_About this exercise_
Write out each record a second time, exactly.

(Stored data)
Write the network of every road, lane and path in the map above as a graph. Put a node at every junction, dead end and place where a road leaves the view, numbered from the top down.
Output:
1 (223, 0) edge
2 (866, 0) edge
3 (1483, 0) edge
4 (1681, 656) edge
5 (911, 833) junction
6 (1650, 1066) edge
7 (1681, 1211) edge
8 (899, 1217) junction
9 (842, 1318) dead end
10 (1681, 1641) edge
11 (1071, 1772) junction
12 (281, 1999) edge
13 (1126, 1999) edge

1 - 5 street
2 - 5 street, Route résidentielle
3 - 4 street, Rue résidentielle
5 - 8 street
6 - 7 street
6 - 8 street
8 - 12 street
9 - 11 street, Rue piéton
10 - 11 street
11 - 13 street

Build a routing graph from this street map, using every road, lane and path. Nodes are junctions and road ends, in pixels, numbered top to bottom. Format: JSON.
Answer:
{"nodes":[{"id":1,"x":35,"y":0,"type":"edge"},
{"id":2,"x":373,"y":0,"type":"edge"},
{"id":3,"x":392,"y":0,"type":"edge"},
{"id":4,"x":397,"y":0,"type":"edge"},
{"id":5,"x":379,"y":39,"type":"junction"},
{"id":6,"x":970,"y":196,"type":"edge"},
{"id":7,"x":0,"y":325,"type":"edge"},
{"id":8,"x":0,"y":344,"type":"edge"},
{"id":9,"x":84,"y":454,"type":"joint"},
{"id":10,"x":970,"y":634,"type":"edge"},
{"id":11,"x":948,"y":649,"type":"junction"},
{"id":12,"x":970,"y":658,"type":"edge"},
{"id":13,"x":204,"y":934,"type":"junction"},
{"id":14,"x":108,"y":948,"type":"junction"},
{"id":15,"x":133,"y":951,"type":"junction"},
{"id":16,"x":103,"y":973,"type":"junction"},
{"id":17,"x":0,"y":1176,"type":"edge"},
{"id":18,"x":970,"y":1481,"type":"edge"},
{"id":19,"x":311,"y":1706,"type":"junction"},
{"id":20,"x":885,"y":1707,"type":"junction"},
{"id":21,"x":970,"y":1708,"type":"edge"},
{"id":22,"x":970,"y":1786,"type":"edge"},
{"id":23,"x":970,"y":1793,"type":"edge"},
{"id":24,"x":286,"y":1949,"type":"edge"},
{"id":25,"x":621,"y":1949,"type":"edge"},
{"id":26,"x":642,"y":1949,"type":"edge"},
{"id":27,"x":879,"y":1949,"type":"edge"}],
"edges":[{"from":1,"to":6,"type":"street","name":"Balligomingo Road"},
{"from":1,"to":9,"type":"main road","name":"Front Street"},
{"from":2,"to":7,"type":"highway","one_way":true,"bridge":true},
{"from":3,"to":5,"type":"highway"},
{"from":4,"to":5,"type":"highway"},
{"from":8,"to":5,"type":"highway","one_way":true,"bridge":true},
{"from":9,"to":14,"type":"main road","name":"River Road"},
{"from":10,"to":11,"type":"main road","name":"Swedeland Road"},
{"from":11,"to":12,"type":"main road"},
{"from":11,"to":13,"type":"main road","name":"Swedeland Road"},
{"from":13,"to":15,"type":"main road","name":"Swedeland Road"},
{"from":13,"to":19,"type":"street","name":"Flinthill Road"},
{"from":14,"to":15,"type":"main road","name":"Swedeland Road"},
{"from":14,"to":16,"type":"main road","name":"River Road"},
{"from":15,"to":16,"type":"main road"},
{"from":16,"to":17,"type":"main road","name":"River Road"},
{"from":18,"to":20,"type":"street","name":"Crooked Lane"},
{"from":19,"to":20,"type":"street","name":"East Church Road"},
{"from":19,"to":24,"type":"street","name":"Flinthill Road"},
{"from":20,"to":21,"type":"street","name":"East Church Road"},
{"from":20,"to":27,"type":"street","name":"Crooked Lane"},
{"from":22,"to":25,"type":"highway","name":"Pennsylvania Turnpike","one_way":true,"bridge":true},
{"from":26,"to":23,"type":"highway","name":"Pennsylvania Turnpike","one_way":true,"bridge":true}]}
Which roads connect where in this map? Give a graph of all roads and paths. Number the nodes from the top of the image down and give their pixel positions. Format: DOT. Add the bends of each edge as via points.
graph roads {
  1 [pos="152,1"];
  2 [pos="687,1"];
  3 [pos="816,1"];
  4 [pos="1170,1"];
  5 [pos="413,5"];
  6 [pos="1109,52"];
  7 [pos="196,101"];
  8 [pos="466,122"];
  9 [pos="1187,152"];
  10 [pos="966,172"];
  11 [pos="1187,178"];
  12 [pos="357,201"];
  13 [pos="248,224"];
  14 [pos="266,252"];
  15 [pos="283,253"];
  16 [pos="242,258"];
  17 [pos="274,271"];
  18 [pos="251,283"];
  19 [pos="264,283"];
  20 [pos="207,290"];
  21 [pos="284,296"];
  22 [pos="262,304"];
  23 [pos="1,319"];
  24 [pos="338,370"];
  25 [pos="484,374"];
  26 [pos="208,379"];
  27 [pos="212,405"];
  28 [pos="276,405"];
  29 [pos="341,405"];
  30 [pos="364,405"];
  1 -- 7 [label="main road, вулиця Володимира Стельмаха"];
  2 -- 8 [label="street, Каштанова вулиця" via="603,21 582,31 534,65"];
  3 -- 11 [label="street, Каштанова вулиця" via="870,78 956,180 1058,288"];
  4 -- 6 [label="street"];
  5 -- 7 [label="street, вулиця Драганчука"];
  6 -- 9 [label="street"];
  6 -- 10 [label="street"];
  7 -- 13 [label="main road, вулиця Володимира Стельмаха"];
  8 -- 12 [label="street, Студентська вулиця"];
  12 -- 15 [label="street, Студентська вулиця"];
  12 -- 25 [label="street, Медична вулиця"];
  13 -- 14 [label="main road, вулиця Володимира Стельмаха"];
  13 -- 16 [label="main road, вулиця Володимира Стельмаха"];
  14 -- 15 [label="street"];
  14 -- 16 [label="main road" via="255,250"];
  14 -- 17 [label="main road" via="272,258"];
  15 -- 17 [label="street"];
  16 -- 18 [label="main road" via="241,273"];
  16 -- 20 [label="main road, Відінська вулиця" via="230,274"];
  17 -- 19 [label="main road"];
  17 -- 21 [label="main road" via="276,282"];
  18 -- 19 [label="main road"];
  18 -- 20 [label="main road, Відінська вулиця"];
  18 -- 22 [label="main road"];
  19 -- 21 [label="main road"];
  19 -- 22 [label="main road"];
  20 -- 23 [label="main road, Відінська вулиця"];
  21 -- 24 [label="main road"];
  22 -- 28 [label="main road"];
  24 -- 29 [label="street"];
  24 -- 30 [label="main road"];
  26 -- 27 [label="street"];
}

_Solution to this exercise_
Write the network of every road, lane and path in the map above as a graph. Put a node at every junction, dead end and place where a road leaves the view, numbered from the top down.
Output:
1 (223, 0) edge
2 (866, 0) edge
3 (1483, 0) edge
4 (1681, 656) edge
5 (911, 833) junction
6 (1650, 1066) edge
7 (1681, 1211) edge
8 (899, 1217) junction
9 (842, 1318) dead end
10 (1681, 1641) edge
11 (1071, 1772) junction
12 (281, 1999) edge
13 (1126, 1999) edge

1 - 5 street
2 - 5 street, Route résidentielle
3 - 4 street, Rue résidentielle
5 - 8 street
6 - 7 street
6 - 8 street
8 - 12 street
9 - 11 street, Rue piéton
10 - 11 street
11 - 13 street

Build a routing graph from this street map, using every road, lane and path. Nodes are junctions and road ends, in pixels, numbered top to bottom. Format: JSON.
Answer:
{"nodes":[{"id":1,"x":35,"y":0,"type":"edge"},
{"id":2,"x":373,"y":0,"type":"edge"},
{"id":3,"x":392,"y":0,"type":"edge"},
{"id":4,"x":397,"y":0,"type":"edge"},
{"id":5,"x":379,"y":39,"type":"junction"},
{"id":6,"x":970,"y":196,"type":"edge"},
{"id":7,"x":0,"y":325,"type":"edge"},
{"id":8,"x":0,"y":344,"type":"edge"},
{"id":9,"x":84,"y":454,"type":"joint"},
{"id":10,"x":970,"y":634,"type":"edge"},
{"id":11,"x":948,"y":649,"type":"junction"},
{"id":12,"x":970,"y":658,"type":"edge"},
{"id":13,"x":204,"y":934,"type":"junction"},
{"id":14,"x":108,"y":948,"type":"junction"},
{"id":15,"x":133,"y":951,"type":"junction"},
{"id":16,"x":103,"y":973,"type":"junction"},
{"id":17,"x":0,"y":1176,"type":"edge"},
{"id":18,"x":970,"y":1481,"type":"edge"},
{"id":19,"x":311,"y":1706,"type":"junction"},
{"id":20,"x":885,"y":1707,"type":"junction"},
{"id":21,"x":970,"y":1708,"type":"edge"},
{"id":22,"x":970,"y":1786,"type":"edge"},
{"id":23,"x":970,"y":1793,"type":"edge"},
{"id":24,"x":286,"y":1949,"type":"edge"},
{"id":25,"x":621,"y":1949,"type":"edge"},
{"id":26,"x":642,"y":1949,"type":"edge"},
{"id":27,"x":879,"y":1949,"type":"edge"}],
"edges":[{"from":1,"to":6,"type":"street","name":"Balligomingo Road"},
{"from":1,"to":9,"type":"main road","name":"Front Street"},
{"from":2,"to":7,"type":"highway","one_way":true,"bridge":true},
{"from":3,"to":5,"type":"highway"},
{"from":4,"to":5,"type":"highway"},
{"from":8,"to":5,"type":"highway","one_way":true,"bridge":true},
{"from":9,"to":14,"type":"main road","name":"River Road"},
{"from":10,"to":11,"type":"main road","name":"Swedeland Road"},
{"from":11,"to":12,"type":"main road"},
{"from":11,"to":13,"type":"main road","name":"Swedeland Road"},
{"from":13,"to":15,"type":"main road","name":"Swedeland Road"},
{"from":13,"to":19,"type":"street","name":"Flinthill Road"},
{"from":14,"to":15,"type":"main road","name":"Swedeland Road"},
{"from":14,"to":16,"type":"main road","name":"River Road"},
{"from":15,"to":16,"type":"main road"},
{"from":16,"to":17,"type":"main road","name":"River Road"},
{"from":18,"to":20,"type":"street","name":"Crooked Lane"},
{"from":19,"to":20,"type":"street","name":"East Church Road"},
{"from":19,"to":24,"type":"street","name":"Flinthill Road"},
{"from":20,"to":21,"type":"street","name":"East Church Road"},
{"from":20,"to":27,"type":"street","name":"Crooked Lane"},
{"from":22,"to":25,"type":"highway","name":"Pennsylvania Turnpike","one_way":true,"bridge":true},
{"from":26,"to":23,"type":"highway","name":"Pennsylvania Turnpike","one_way":true,"bridge":true}]}
Which roads connect where in this map? Give a graph of all roads and paths. Number the nodes from the top of the image down and give their pixel positions. Format: DOT. Add the bends of each edge as via points.
graph roads {
  1 [pos="152,1"];
  2 [pos="687,1"];
  3 [pos="816,1"];
  4 [pos="1170,1"];
  5 [pos="413,5"];
  6 [pos="1109,52"];
  7 [pos="196,101"];
  8 [pos="466,122"];
  9 [pos="1187,152"];
  10 [pos="966,172"];
  11 [pos="1187,178"];
  12 [pos="357,201"];
  13 [pos="248,224"];
  14 [pos="266,252"];
  15 [pos="283,253"];
  16 [pos="242,258"];
  17 [pos="274,271"];
  18 [pos="251,283"];
  19 [pos="264,283"];
  20 [pos="207,290"];
  21 [pos="284,296"];
  22 [pos="262,304"];
  23 [pos="1,319"];
  24 [pos="338,370"];
  25 [pos="484,374"];
  26 [pos="208,379"];
  27 [pos="212,405"];
  28 [pos="276,405"];
  29 [pos="341,405"];
  30 [pos="364,405"];
  1 -- 7 [label="main road, вулиця Володимира Стельмаха"];
  2 -- 8 [label="street, Каштанова вулиця" via="603,21 582,31 534,65"];
  3 -- 11 [label="street, Каштанова вулиця" via="870,78 956,180 1058,288"];
  4 -- 6 [label="street"];
  5 -- 7 [label="street, вулиця Драганчука"];
  6 -- 9 [label="street"];
  6 -- 10 [label="street"];
  7 -- 13 [label="main road, вулиця Володимира Стельмаха"];
  8 -- 12 [label="street, Студентська вулиця"];
  12 -- 15 [label="street, Студентська вулиця"];
  12 -- 25 [label="street, Медична вулиця"];
  13 -- 14 [label="main road, вулиця Володимира Стельмаха"];
  13 -- 16 [label="main road, вулиця Володимира Стельмаха"];
  14 -- 15 [label="street"];
  14 -- 16 [label="main road" via="255,250"];
  14 -- 17 [label="main road" via="272,258"];
  15 -- 17 [label="street"];
  16 -- 18 [label="main road" via="241,273"];
  16 -- 20 [label="main road, Відінська вулиця" via="230,274"];
  17 -- 19 [label="main road"];
  17 -- 21 [label="main road" via="276,282"];
  18 -- 19 [label="main road"];
  18 -- 20 [label="main road, Відінська вулиця"];
  18 -- 22 [label="main road"];
  19 -- 21 [label="main road"];
  19 -- 22 [label="main road"];
  20 -- 23 [label="main road, Відінська вулиця"];
  21 -- 24 [label="main road"];
  22 -- 28 [label="main road"];
  24 -- 29 [label="street"];
  24 -- 30 [label="main road"];
  26 -- 27 [label="street"];
}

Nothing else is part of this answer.